Description of the task:
An exact, complete printout of the listing is wanted, minus its images.

Data:
Content starts

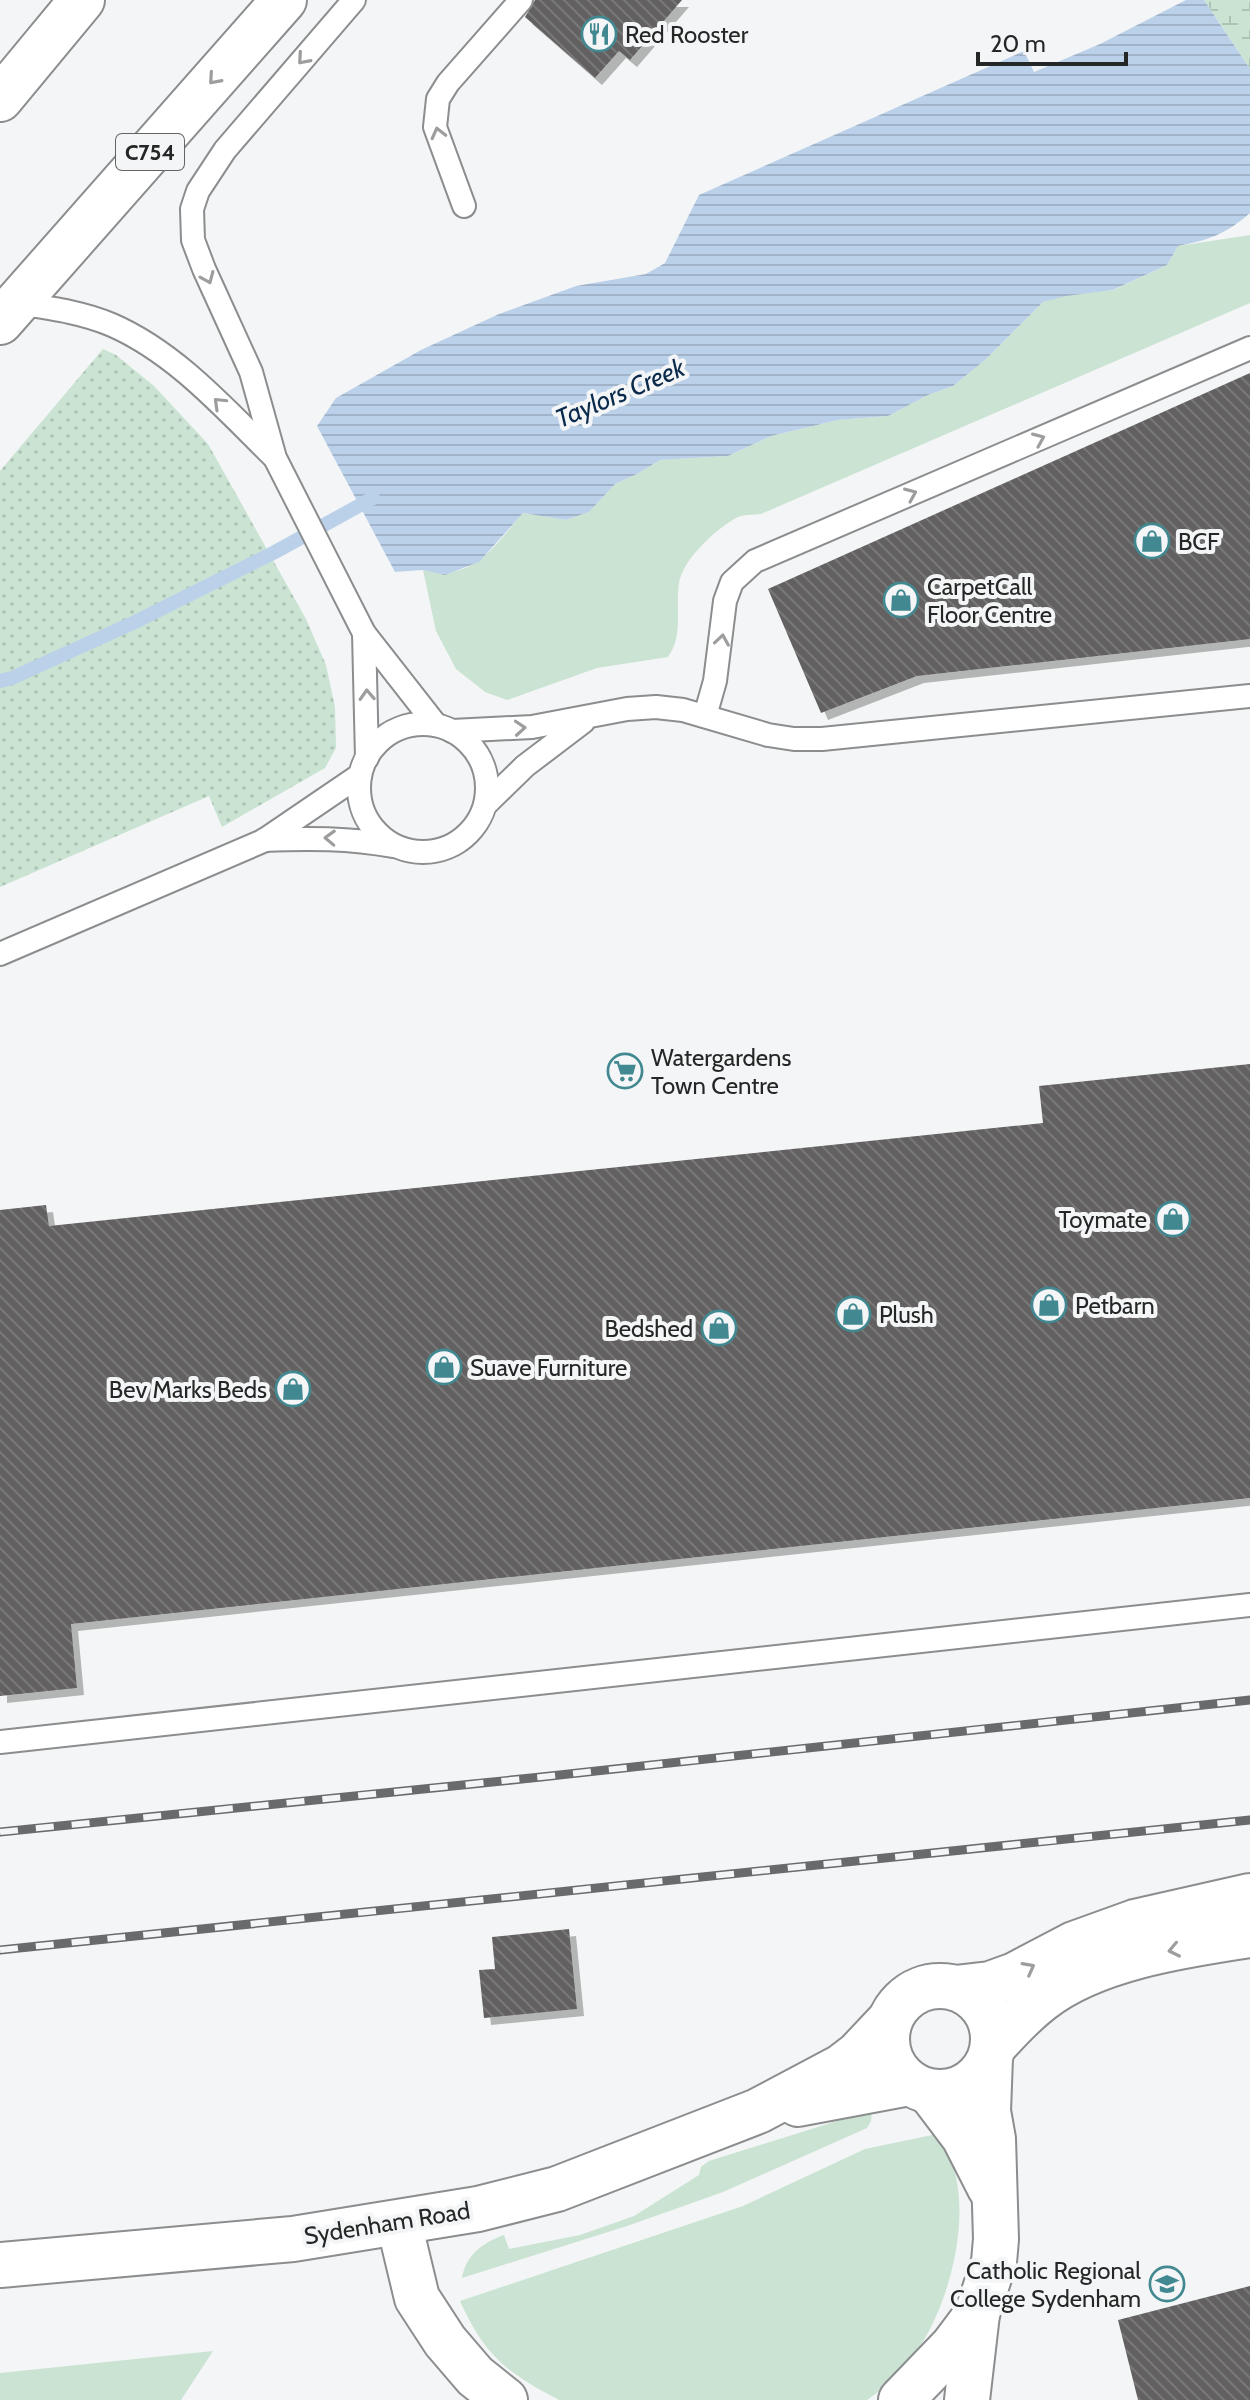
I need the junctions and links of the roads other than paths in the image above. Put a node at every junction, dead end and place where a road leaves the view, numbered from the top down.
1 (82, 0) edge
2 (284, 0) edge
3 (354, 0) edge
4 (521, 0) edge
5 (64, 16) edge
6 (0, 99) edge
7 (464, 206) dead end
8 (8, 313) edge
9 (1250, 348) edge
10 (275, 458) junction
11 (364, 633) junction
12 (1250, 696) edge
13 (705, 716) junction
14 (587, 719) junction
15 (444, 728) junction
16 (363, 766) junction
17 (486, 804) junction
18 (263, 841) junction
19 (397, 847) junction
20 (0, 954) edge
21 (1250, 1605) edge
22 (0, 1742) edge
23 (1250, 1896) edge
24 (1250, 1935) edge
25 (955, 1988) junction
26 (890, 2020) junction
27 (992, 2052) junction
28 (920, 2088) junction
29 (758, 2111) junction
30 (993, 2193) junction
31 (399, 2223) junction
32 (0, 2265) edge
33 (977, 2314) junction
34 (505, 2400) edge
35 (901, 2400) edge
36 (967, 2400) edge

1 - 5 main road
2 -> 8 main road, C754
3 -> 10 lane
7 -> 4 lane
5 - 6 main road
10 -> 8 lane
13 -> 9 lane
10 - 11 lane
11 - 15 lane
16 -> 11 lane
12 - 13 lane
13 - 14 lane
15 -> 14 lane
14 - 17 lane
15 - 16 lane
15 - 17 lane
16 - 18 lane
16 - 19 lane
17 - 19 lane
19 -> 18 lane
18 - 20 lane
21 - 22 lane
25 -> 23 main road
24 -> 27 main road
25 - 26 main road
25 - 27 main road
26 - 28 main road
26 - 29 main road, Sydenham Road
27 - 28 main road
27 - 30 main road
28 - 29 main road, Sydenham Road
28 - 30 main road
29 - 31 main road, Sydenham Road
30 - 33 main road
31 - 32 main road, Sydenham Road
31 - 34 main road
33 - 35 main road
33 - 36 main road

Content ends

Exercise result:
I need the junctions and links of the roads other than paths in the image above. Put a node at every junction, dead end and place where a road leaves the view, numbered from the top down.
1 (82, 0) edge
2 (284, 0) edge
3 (354, 0) edge
4 (521, 0) edge
5 (64, 16) edge
6 (0, 99) edge
7 (464, 206) dead end
8 (8, 313) edge
9 (1250, 348) edge
10 (275, 458) junction
11 (364, 633) junction
12 (1250, 696) edge
13 (705, 716) junction
14 (587, 719) junction
15 (444, 728) junction
16 (363, 766) junction
17 (486, 804) junction
18 (263, 841) junction
19 (397, 847) junction
20 (0, 954) edge
21 (1250, 1605) edge
22 (0, 1742) edge
23 (1250, 1896) edge
24 (1250, 1935) edge
25 (955, 1988) junction
26 (890, 2020) junction
27 (992, 2052) junction
28 (920, 2088) junction
29 (758, 2111) junction
30 (993, 2193) junction
31 (399, 2223) junction
32 (0, 2265) edge
33 (977, 2314) junction
34 (505, 2400) edge
35 (901, 2400) edge
36 (967, 2400) edge

1 - 5 main road
2 -> 8 main road, C754
3 -> 10 lane
7 -> 4 lane
5 - 6 main road
10 -> 8 lane
13 -> 9 lane
10 - 11 lane
11 - 15 lane
16 -> 11 lane
12 - 13 lane
13 - 14 lane
15 -> 14 lane
14 - 17 lane
15 - 16 lane
15 - 17 lane
16 - 18 lane
16 - 19 lane
17 - 19 lane
19 -> 18 lane
18 - 20 lane
21 - 22 lane
25 -> 23 main road
24 -> 27 main road
25 - 26 main road
25 - 27 main road
26 - 28 main road
26 - 29 main road, Sydenham Road
27 - 28 main road
27 - 30 main road
28 - 29 main road, Sydenham Road
28 - 30 main road
29 - 31 main road, Sydenham Road
30 - 33 main road
31 - 32 main road, Sydenham Road
31 - 34 main road
33 - 35 main road
33 - 36 main road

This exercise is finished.